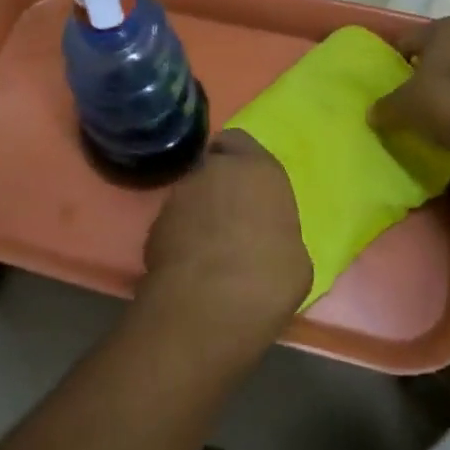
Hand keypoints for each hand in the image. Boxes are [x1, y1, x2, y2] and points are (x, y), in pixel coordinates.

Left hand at [137, 131, 311, 357]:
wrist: (207, 308)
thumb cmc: (268, 279)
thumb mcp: (295, 258)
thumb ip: (277, 231)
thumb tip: (267, 239)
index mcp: (258, 169)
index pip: (241, 141)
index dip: (241, 160)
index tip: (248, 185)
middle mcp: (215, 170)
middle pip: (212, 166)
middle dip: (219, 184)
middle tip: (231, 217)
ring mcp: (179, 195)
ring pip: (190, 193)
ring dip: (198, 210)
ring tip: (209, 247)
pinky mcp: (154, 224)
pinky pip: (172, 222)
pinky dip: (179, 236)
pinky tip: (190, 265)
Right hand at [369, 16, 449, 161]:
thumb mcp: (406, 106)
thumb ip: (386, 107)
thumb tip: (373, 114)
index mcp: (446, 27)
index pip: (407, 40)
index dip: (393, 62)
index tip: (387, 85)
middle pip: (436, 53)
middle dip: (422, 73)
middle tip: (408, 99)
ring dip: (447, 88)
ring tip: (434, 114)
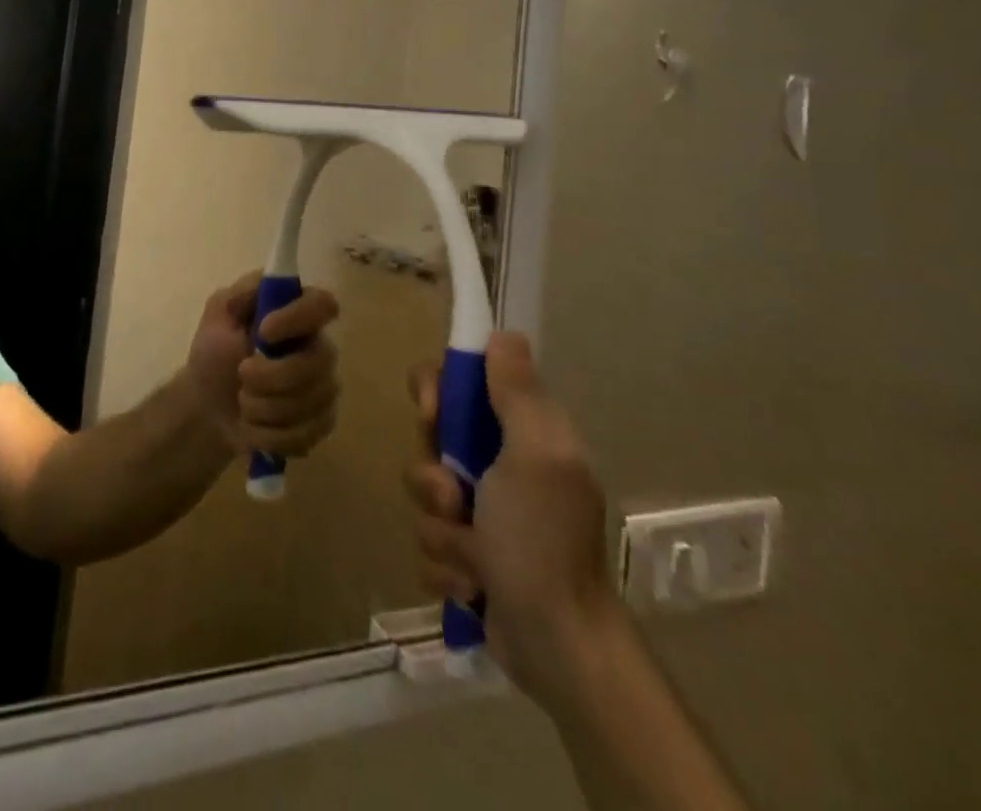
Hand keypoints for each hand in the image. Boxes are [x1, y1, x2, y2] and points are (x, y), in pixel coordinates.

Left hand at [186, 272, 339, 458]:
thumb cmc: (214, 352)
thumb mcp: (218, 314)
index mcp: (296, 313)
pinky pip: (307, 433)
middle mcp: (317, 347)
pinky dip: (270, 434)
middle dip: (272, 376)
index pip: (323, 305)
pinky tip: (254, 426)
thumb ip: (241, 294)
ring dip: (265, 407)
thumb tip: (270, 280)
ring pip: (311, 402)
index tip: (264, 331)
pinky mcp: (320, 423)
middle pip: (318, 362)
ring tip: (243, 402)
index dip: (298, 319)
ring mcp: (323, 387)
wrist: (207, 406)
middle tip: (241, 374)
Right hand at [407, 333, 620, 709]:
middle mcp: (500, 466)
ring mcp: (482, 514)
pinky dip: (446, 566)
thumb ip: (517, 392)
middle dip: (432, 474)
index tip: (432, 416)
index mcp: (521, 434)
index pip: (459, 383)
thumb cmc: (542, 539)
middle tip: (454, 498)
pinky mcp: (467, 558)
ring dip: (440, 528)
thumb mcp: (536, 455)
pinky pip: (428, 541)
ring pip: (423, 493)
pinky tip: (472, 587)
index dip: (435, 391)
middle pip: (431, 438)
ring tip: (472, 558)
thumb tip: (504, 334)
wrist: (557, 646)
•••
Task statement:
Verbatim output, no pictures: the line holding "middle pip: (212, 166)" and all lines after it through the last line of the material, with nothing else.

Expected output:
middle pip: (212, 166)
middle dip: (219, 184)
middle tip: (231, 217)
ring mcp: (179, 195)
ring pip: (190, 193)
ring dip: (198, 210)
ring tip: (209, 247)
pinky mcp: (154, 224)
pinky pip: (172, 222)
pinky dip: (179, 236)
pinky tip: (190, 265)
Right hand at [369, 16, 449, 161]:
thumb mcp: (406, 106)
thumb ip: (386, 107)
thumb tip: (373, 114)
index mcp: (446, 27)
index pip: (407, 40)
index dip: (393, 62)
index tip: (387, 85)
middle pip: (436, 53)
middle dip: (422, 73)
middle tip: (408, 99)
ring dip: (447, 88)
ring tip: (434, 114)
Hand keypoints for each hand in the image. Boxes are [x1, y1, x2, y2] and points are (x, y), in pixel coordinates.

Left hand at [186, 272, 339, 458]:
thumb cmc: (214, 352)
thumb mcp: (218, 314)
index mcp: (296, 313)
pinky pip: (307, 433)
middle mcp: (317, 347)
pinky dip: (270, 434)
middle dip: (272, 376)
index pip: (323, 305)
pinky tip: (254, 426)
thumb ip: (241, 294)
ring dip: (265, 407)
thumb tip: (270, 280)
ring pip: (311, 402)
index tip: (264, 331)
pinky mcp: (320, 423)
middle pip: (318, 362)
ring tip: (243, 402)
index dip: (298, 319)
ring mcp: (323, 387)
wrist: (207, 406)
middle tip: (241, 374)
Right hand at [407, 333, 620, 709]:
middle mcp: (500, 466)
ring mcp: (482, 514)
pinky dip: (446, 566)
thumb ip: (517, 392)
middle dip: (432, 474)
index tip: (432, 416)
index mcp: (521, 434)
index pip: (459, 383)
thumb cmc: (542, 539)
middle tip: (454, 498)
pinky mcp: (467, 558)
ring dip: (440, 528)
thumb mcp: (536, 455)
pinky pip: (428, 541)
ring pip: (423, 493)
pinky tip: (472, 587)
index dip: (435, 391)
middle pip: (431, 438)
ring tip: (472, 558)
thumb tip: (504, 334)
wrist: (557, 646)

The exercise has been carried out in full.